Por falar em volatilidade dos UdC.... A fotografia diz tudo.
Que Manhã. Chegámos a horas, levámos dorsais, começámos na linha da frente, não houve tartarugas e saímos pela porta grande. Talvez os tempos não tenham correspondido aos objetivos traçados, apesar de terem sido muito bons. Mas, como sempre, queremos aqueles segundos a menos. Não me parece dramático.
Voltámos à cidade com aquele sabor a maresia na boca, com a cara áspera do sal que se cola à pele, e com a sensação de termos passado uma manhã de sol na praia. Um clima perfeito, com sol aberto mas temperado pela brisa e temperatura maritimas, manteve os radiadores fresquinhos ao longo de todo o trajecto.
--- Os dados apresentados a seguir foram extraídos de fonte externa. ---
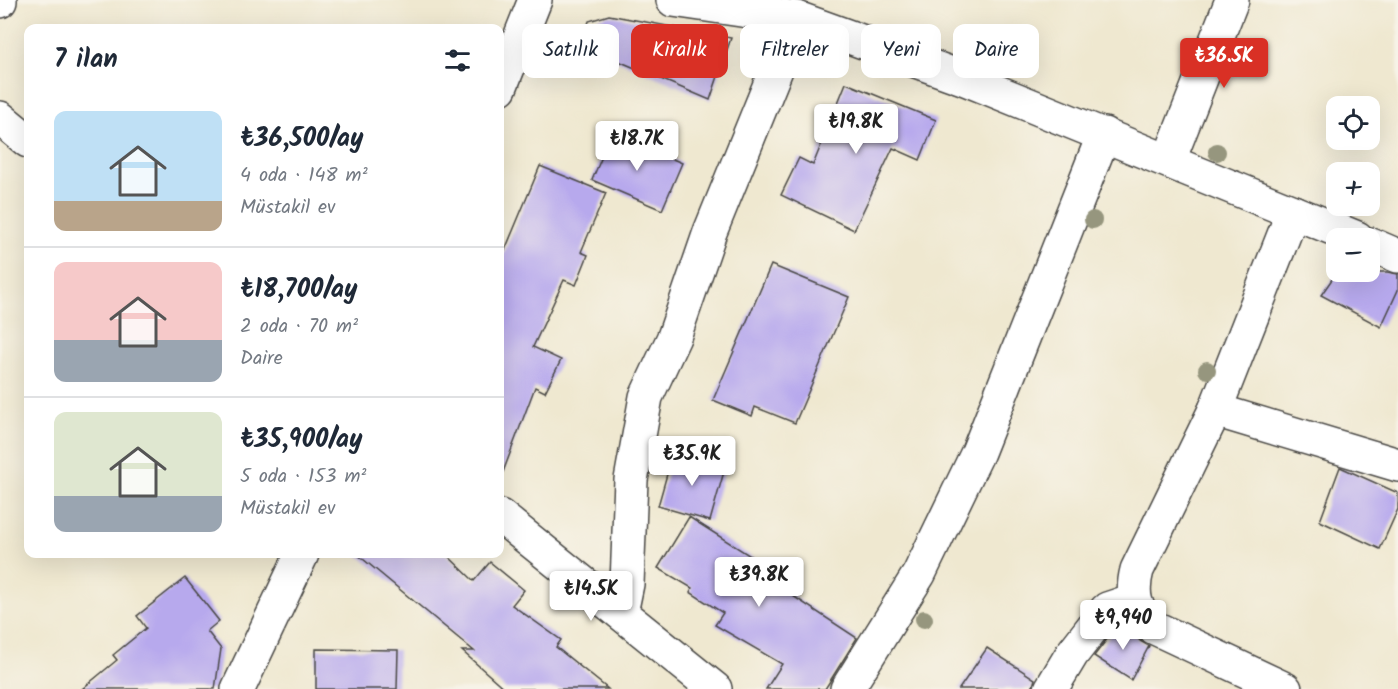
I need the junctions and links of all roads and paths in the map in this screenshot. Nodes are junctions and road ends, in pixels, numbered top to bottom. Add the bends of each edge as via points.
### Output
1 (535, 0) edge
2 (673, 0) edge
3 (1232, 0) edge
4 (797, 18) junction
5 (504, 78) edge
6 (0, 118) edge
7 (1104, 134) junction
8 (24, 138) edge
9 (1169, 160) junction
10 (1293, 212) junction
11 (1332, 228) edge
12 (1380, 248) edge
13 (1398, 256) edge
14 (1215, 410) junction
15 (1398, 465) edge
16 (504, 519) edge
17 (300, 558) edge
18 (1134, 600) junction
19 (621, 613) junction
20 (238, 689) edge
21 (715, 689) edge
22 (847, 689) edge
23 (1051, 689) edge
24 (1285, 689) edge

1 - 5 street
2 - 4 street
3 - 9 street
4 - 7 street
4 - 19 street via 710,232 674,337 646,397 631,480 627,584
6 - 8 street
7 - 9 street
7 - 22 street via 978,452 919,574
9 - 10 street
10 - 11 street
10 - 14 street
12 - 13 street
14 - 15 street
14 - 18 street via 1137,570
16 - 19 street
17 - 20 street
18 - 23 street via 1107,609
18 - 24 street via 1153,627
19 - 21 street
Mais que tudo, foi uma prova bonita, sem sobressaltos, que acabou, em beleza, com um aconchego da Claudine no Capote. Quem não sonha com ter uma claudine ali no Capote, para nos repor as energias, nos agradar com a sua superfície adocicada e saciar as nossas insuficiencias mais basicas naquela hora de necessidade. Só quem lá esteve é que poderá alguma vez compreender.
Já não ia à Costa de Caparica há anos, e sabe sempre tão bem lá voltar, ver que tudo está na mesma mas melhor, e sobretudo para reviver esta prova única, na companhia sempre intensa e motivadora do meu co-fundador. Mas confesso, hei de la voltar em breve, mas não para correr, e talvez sozinho. É que a Claudine não me sai da cabeça!